Desde lo que unos empleados del Ministerio de Educación hacen en la esfera distrital hasta lo que el gobierno central ejecuta a ojos vistas del mundo en el centro histórico, la dinámica es la misma: opacidad, falta de información y la indefensión de la población que no tiene dónde ir a quejarse o a preguntar, al menos no con garantías de que se le atenderá y satisfacerá con prontitud y objetividad.
El caudal de preguntas sin respuesta alrededor de la intervención gubernamental en el Palacio Nacional, el desdén oficial por explicarle a la ciudadanía qué se hizo, si era necesario y cuánto del erario se ha gastado en manosear una infraestructura que forma parte del patrimonio cultural salvadoreño plantea algunas dudas sobre la idoneidad de algunos funcionarios y la irrelevancia en que algunas carteras e instituciones han caído.
En ese caso en particular, es obvio que el Ministerio de Cultura, la Dirección Nacional de Patrimonio Cultural y algunas dependencias fiscales asignadas a defender los intereses del Estado no cumplen con su mandato; se entiende luego del quinquenio a punto de concluir y a partir del modo en que el mandatario se garantizó su continuidad en el cargo que el problema no se reduce sólo a las personas que detentan las posiciones señaladas sino a la irrelevancia en que esas entidades cayeron merced al verticalismo que ha sido instalado como hábito en el gobierno.
Igual puede afirmarse sobre Medio Ambiente y su indolencia ante lo que las urbanizadoras hacen en distintos puntos del país; o Salud Pública negándose a brindar información al país y al mundo acerca de cómo se manejó la pandemia, las cifras auditadas de contagios y fallecimientos, lo invertido en insumos médicos en aquella coyuntura. Como regla general, o se decretan reservas de información de cinco o siete años o se reniega de las preguntas con soberbia como si las arcas de las que se echa mano para el pago de salarios, compras y adjudicaciones no fueran públicas sino privadas.
Recientemente LA PRENSA GRÁFICA publicó el caso de una escuela en el distrito de Izalco que fue desbaratada por el gobierno hace casi medio año; los estudiantes reciben clases en unas carpas y a los padres de familia sólo se les ha dicho que eventualmente recibirán una solución y que mientras tanto guarden silencio y no divulguen lo que pasa. Es la lógica pública al revés, los funcionarios dándole órdenes a los ciudadanos en lugar de aportar soluciones y exhibir ética en el desempeño de sus funciones.

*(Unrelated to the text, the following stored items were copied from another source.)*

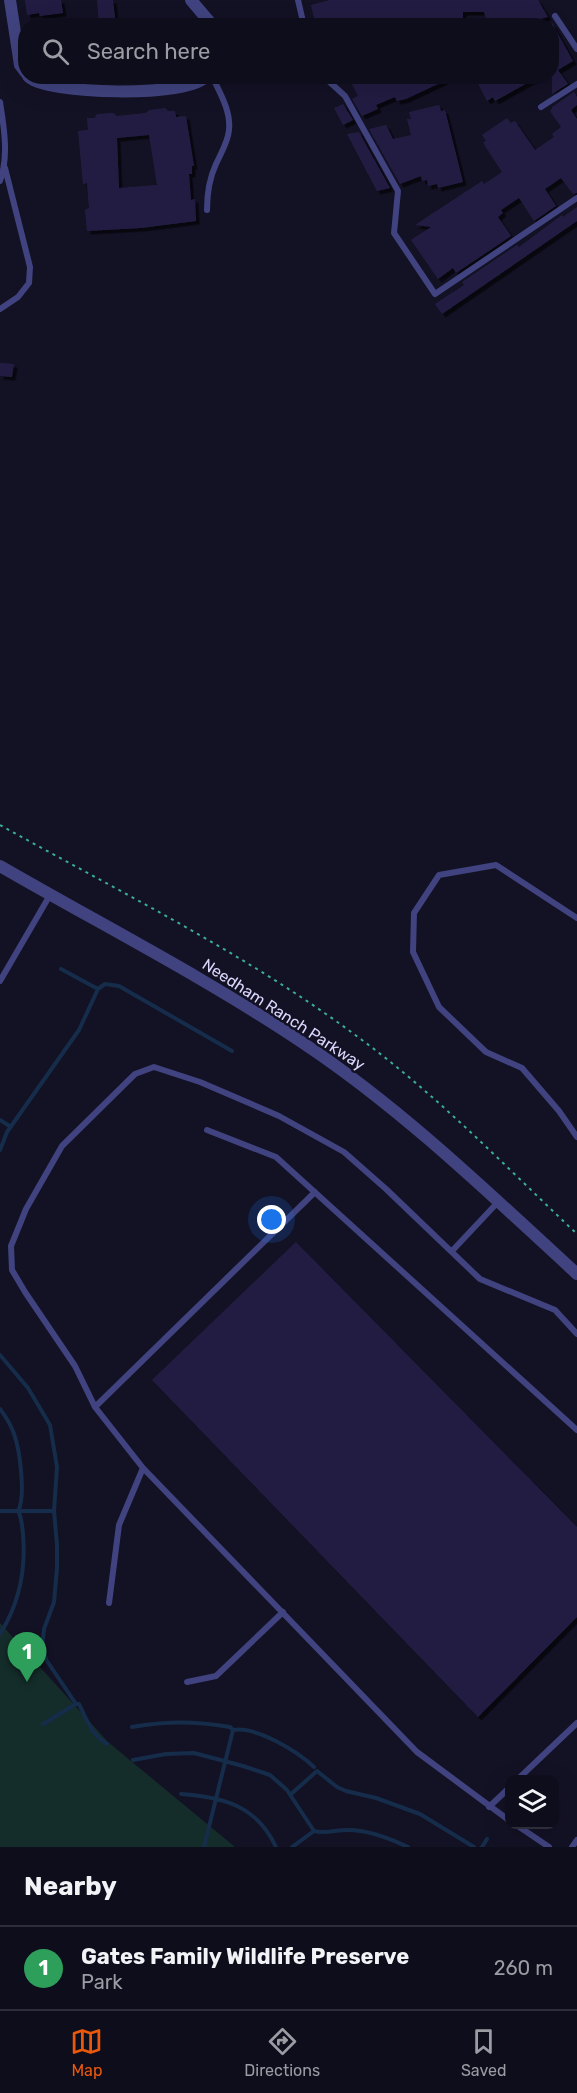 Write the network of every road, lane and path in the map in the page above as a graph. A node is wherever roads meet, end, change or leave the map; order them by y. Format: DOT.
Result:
graph roads {
  1 [pos="10,0"];
  2 [pos="191,0"];
  3 [pos="298,0"];
  4 [pos="206,18"];
  5 [pos="302,18"];
  6 [pos="559,22"];
  7 [pos="577,49"];
  8 [pos="18,52"];
  9 [pos="43,84"];
  10 [pos="194,84"];
  11 [pos="216,84"];
  12 [pos="332,84"];
  13 [pos="577,84"];
  14 [pos="0,102"];
  15 [pos="541,107"];
  16 [pos="4,168"];
  17 [pos="0,181"];
  18 [pos="577,198"];
  19 [pos="207,210"];
  20 [pos="0,309"];
  21 [pos="0,825"];
  22 [pos="0,866"];
  23 [pos="50,895"];
  24 [pos="577,918"];
  25 [pos="0,981"];
  26 [pos="207,1130"];
  27 [pos="577,1137"];
  28 [pos="315,1192"];
  29 [pos="498,1202"];
  30 [pos="577,1234"];
  31 [pos="452,1251"];
  32 [pos="577,1274"];
  33 [pos="577,1334"];
  34 [pos="95,1407"];
  35 [pos="577,1430"];
  36 [pos="143,1468"];
  37 [pos="110,1603"];
  38 [pos="283,1612"];
  39 [pos="187,1683"];
  40 [pos="577,1723"];
  41 [pos="521,1775"];
  42 [pos="505,1792"];
  43 [pos="489,1807"];
  44 [pos="505,1818"];
  45 [pos="522,1829"];
  46 [pos="577,1840"];
  47 [pos="549,1847"];
  48 [pos="572,1847"];
  1 -- 8 [label="street"];
  2 -- 4 [label="street"];
  3 -- 5 [label="lane"];
  6 -- 7 [label="lane"];
  9 -- 10 [label="street"];
  11 -- 19 [label="lane"];
  12 -- 18 [label="lane"];
  13 -- 15 [label="lane"];
  14 -- 16 [label="lane"];
  16 -- 17 [label="lane"];
  16 -- 20 [label="lane"];
  21 -- 30 [label="path"];
  22 -- 23 [label="street, Needham Ranch Parkway"];
  23 -- 25 [label="lane"];
  23 -- 29 [label="street, Needham Ranch Parkway"];
  24 -- 27 [label="lane"];
  26 -- 28 [label="lane"];
  28 -- 34 [label="lane"];
  28 -- 35 [label="lane"];
  29 -- 31 [label="lane"];
  29 -- 32 [label="street, Needham Ranch Parkway"];
  31 -- 33 [label="lane"];
  31 -- 34 [label="lane"];
  34 -- 36 [label="lane"];
  36 -- 37 [label="lane"];
  36 -- 38 [label="lane"];
  38 -- 39 [label="lane"];
  38 -- 43 [label="lane"];
  40 -- 41 [label="lane"];
  42 -- 43 [label="lane"];
  43 -- 44 [label="lane"];
  45 -- 47 [label="lane"];
  46 -- 48 [label="lane"];
}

Desde lo que unos empleados del Ministerio de Educación hacen en la esfera distrital hasta lo que el gobierno central ejecuta a ojos vistas del mundo en el centro histórico, la dinámica es la misma: opacidad, falta de información y la indefensión de la población que no tiene dónde ir a quejarse o a preguntar, al menos no con garantías de que se le atenderá y satisfacerá con prontitud y objetividad. Es que aunque haya buenos empleados en muchas dependencias, el manto que ha sido desplegado sobre la institucionalidad es el mismo, premia la obediencia, la genuflexión al corazón del poder, y es imposible servir a esos apetitos y cumplir con las directrices de la ley y con el espíritu del servicio público.
Siendo así, ante la inutilidad de cada vez más porciones del Estado que antes servían como auténticas herramientas para la población, ahora juguetes rotos de la democracia y la fiscalización social, el gobierno podrá seguir recortando a placer ministerios, direcciones y secretarías así como lo hizo con más de doscientas alcaldías, no para mejorar los servicios a la gente sino para estirar al máximo el presupuesto y poder sostener el mayor tiempo posible una burocracia ya no sólo onerosa sino inservible a tenor de los resultados.